The Swinger (Merri) went next. What's your miss? I feel like I take it back too far, don't get my lower body into my swing or release the club. Eric connected with Merri quite quickly and used baseball and boxing analogies to make certain she understood what he was saying. He is not big on using props, as they may hide the something else that is allowing the fault to happen. He demonstrated how a pitcher pushes off the rubber and then, surprisingly to me, had Merri start punching him to get a feel for releasing her lower body power yet still be balanced. The last thing I want is to encourage Merri to take a few swings at me. Longer term, Merri needs to feel more tension in her swing and have her weight moving forward while making her turn to the impact position.

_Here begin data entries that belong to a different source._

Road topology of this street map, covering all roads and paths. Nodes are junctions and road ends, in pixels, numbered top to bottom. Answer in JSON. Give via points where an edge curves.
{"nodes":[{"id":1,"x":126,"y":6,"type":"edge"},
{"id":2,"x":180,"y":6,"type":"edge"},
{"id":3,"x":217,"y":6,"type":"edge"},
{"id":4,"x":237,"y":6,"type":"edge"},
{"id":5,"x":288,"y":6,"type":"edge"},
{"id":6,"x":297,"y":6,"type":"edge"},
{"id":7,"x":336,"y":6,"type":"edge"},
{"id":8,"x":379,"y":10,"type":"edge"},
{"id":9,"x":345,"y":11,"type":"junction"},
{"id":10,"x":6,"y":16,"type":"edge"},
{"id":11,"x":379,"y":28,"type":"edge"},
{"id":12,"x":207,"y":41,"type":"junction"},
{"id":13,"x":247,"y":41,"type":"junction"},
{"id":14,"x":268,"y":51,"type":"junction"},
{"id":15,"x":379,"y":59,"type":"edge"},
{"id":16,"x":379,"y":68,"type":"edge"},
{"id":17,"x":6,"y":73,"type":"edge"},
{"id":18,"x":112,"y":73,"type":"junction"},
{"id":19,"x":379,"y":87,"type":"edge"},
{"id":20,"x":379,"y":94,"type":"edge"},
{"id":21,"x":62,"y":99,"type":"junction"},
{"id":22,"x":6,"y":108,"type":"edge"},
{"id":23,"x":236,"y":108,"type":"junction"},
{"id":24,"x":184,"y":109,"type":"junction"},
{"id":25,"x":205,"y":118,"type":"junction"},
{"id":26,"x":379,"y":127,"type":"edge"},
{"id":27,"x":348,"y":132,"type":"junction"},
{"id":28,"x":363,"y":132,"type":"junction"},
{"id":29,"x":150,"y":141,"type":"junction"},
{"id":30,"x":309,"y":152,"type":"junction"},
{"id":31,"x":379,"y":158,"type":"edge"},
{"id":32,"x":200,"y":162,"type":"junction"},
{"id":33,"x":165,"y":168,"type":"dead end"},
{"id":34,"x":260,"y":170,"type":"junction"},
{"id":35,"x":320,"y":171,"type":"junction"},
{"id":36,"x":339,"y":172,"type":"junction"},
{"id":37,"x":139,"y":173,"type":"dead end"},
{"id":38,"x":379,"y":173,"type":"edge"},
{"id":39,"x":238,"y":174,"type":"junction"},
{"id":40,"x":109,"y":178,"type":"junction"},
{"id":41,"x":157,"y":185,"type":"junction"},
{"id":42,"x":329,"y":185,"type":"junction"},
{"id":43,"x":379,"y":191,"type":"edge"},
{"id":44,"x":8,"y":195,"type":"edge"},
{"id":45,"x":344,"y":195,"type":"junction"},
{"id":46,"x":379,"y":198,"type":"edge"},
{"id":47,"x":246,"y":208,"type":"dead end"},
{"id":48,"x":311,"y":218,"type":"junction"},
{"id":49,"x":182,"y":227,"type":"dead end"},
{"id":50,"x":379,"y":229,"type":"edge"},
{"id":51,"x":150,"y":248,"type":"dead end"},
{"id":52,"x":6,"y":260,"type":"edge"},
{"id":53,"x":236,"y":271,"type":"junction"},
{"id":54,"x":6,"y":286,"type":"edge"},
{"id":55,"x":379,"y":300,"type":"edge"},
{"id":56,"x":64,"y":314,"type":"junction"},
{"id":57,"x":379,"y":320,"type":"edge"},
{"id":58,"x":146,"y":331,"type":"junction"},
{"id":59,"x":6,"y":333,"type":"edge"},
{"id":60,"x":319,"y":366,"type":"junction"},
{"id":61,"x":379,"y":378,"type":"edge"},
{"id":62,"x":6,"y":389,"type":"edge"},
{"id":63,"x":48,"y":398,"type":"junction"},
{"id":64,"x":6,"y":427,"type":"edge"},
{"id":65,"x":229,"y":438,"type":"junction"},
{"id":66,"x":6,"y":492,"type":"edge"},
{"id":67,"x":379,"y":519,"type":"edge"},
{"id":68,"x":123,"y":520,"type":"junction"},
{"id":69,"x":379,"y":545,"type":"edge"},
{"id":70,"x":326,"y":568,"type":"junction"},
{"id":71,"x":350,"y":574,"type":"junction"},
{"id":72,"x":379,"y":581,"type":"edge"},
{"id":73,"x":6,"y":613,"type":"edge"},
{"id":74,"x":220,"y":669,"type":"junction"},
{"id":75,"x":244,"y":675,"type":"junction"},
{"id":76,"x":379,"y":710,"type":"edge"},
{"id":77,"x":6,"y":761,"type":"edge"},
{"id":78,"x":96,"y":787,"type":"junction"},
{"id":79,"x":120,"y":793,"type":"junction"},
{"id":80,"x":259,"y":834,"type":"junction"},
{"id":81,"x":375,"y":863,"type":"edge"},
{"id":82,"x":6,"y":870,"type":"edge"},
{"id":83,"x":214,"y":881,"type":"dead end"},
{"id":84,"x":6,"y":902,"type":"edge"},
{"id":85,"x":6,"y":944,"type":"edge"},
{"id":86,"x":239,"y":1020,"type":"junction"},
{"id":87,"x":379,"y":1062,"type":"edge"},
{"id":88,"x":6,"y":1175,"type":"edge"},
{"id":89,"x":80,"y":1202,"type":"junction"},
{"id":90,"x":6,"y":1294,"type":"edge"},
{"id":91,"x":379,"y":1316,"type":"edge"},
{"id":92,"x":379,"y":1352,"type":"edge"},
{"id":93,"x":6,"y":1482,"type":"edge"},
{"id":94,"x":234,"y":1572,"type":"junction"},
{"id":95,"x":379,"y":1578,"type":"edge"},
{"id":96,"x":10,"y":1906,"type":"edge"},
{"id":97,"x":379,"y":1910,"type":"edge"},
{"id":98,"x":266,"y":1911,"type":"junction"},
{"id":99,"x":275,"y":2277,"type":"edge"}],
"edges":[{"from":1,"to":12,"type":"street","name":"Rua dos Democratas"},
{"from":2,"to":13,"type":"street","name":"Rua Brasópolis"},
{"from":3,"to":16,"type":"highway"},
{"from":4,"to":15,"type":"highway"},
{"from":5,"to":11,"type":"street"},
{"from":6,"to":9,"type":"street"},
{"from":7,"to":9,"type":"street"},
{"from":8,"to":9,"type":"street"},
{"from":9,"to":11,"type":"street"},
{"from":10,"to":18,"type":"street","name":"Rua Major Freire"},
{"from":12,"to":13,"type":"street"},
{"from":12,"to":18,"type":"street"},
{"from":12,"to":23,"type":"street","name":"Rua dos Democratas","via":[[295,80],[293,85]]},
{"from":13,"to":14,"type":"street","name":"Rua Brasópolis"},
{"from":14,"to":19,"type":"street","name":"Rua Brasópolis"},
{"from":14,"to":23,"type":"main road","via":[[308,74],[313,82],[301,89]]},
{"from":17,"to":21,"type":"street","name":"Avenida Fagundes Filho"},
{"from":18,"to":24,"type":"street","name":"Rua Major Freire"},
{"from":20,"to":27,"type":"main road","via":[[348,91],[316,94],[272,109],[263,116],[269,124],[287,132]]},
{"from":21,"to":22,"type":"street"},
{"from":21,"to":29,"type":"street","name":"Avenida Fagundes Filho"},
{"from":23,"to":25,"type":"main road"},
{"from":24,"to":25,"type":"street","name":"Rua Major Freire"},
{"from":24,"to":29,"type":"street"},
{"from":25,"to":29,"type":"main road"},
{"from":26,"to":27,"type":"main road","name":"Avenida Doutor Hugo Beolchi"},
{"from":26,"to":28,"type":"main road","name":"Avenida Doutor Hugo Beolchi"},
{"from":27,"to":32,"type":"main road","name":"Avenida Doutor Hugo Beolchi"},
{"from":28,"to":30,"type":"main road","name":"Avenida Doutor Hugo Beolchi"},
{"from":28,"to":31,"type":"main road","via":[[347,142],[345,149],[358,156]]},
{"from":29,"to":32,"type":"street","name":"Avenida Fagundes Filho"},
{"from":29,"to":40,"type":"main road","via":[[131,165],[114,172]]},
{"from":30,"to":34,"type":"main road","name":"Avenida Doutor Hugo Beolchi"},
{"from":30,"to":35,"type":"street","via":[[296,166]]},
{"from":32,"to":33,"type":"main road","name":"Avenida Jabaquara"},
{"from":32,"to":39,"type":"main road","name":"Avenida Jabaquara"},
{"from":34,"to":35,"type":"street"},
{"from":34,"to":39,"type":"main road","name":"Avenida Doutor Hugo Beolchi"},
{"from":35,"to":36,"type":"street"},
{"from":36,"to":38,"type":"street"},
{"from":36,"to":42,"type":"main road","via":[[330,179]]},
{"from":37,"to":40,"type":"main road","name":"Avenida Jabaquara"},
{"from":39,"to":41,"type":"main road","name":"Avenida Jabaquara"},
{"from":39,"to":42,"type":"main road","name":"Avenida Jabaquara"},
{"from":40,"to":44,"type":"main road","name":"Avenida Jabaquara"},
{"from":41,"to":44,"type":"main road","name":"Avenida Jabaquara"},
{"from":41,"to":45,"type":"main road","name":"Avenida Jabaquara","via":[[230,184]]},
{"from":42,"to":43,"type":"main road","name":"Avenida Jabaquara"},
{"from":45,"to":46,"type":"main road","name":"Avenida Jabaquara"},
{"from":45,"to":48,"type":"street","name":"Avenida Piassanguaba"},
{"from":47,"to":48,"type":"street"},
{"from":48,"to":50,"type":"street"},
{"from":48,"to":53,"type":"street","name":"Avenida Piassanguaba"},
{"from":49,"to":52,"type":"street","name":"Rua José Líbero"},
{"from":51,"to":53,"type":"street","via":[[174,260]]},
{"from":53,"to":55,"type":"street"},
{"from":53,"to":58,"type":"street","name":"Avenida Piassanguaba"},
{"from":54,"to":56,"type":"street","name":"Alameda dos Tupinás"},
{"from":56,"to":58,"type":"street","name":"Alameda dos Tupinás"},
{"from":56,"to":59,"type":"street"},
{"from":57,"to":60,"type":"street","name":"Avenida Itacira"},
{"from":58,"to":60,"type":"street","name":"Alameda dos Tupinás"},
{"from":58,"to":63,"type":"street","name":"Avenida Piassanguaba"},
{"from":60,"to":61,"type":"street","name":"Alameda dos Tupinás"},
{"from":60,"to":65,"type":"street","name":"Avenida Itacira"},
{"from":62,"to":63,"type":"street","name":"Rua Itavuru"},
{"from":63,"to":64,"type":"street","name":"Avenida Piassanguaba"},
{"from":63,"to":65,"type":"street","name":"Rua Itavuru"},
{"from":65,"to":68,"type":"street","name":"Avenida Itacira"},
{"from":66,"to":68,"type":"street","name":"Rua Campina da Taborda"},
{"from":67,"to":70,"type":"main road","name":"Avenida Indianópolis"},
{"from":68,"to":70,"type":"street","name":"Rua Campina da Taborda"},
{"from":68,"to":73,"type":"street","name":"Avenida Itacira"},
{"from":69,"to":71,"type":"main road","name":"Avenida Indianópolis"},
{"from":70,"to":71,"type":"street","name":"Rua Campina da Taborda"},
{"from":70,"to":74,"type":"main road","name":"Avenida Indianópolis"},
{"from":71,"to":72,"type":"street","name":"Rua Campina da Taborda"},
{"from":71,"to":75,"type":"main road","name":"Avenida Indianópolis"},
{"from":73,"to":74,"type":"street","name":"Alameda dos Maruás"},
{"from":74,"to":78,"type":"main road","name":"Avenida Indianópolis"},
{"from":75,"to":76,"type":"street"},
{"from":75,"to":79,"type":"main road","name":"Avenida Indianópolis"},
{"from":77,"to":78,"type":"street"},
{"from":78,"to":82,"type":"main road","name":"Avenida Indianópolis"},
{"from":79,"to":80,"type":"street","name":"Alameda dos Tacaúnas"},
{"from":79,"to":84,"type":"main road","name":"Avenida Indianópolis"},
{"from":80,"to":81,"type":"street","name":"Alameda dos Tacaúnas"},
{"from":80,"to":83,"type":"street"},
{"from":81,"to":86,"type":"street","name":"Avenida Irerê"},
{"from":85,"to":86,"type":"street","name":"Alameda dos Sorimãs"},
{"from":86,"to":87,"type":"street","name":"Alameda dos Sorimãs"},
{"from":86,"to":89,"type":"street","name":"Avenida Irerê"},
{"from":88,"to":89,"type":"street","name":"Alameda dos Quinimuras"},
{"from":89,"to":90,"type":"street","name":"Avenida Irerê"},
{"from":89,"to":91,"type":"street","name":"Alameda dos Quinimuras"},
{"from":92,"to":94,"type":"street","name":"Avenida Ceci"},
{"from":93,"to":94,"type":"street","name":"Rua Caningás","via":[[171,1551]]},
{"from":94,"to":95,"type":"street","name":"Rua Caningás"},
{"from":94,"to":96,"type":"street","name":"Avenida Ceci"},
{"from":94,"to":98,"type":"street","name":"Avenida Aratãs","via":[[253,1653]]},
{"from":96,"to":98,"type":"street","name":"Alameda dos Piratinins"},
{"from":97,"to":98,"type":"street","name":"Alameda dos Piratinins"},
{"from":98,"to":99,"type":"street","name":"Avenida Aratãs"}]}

Our best takeaway tip from Eric for couples playing golf together is that a good playing companion is like a good caddie—shows up, shuts up and keeps up. If she or he hits a bad shot, wait for a few holes to offer suggestions if warranted. After all, I am not trying to be the golf coach—I want to be the boyfriend. Better to leave the instruction to professionals like Eric Hogge at PGA Village. Maybe hope does spring eternal. In our opinion, Eric is as good as Steve Carell and deserves a golf Oscar for our lesson.
Taking a couples' golf lesson was an endearing and useful pursuit and has increased our enjoyment of the game and of each other. And, by the way, we did do the couples' massage thing at The Spa at PGA National Resort during the week of the Honda Classic. That was a foursome to remember for sure. We have to reflect on when it is appropriate to moan, groan and speak during a couples' massage before we write that article. Suffice it to say it is endearing to both the relationship and the golf game.
Gary Player says that "if you love golf, you got to go to the Hall of Fame." Merri and Andy, a.k.a. The Swinger and The Hooker, say "if you love your golfing partner, you got to go get a couples golfing lesson at PGA Village and a couples massage at PGA National Resort and Spa."
Andy Reistetter is a freelance golf writer and a broadcast assistant for the various golf networks.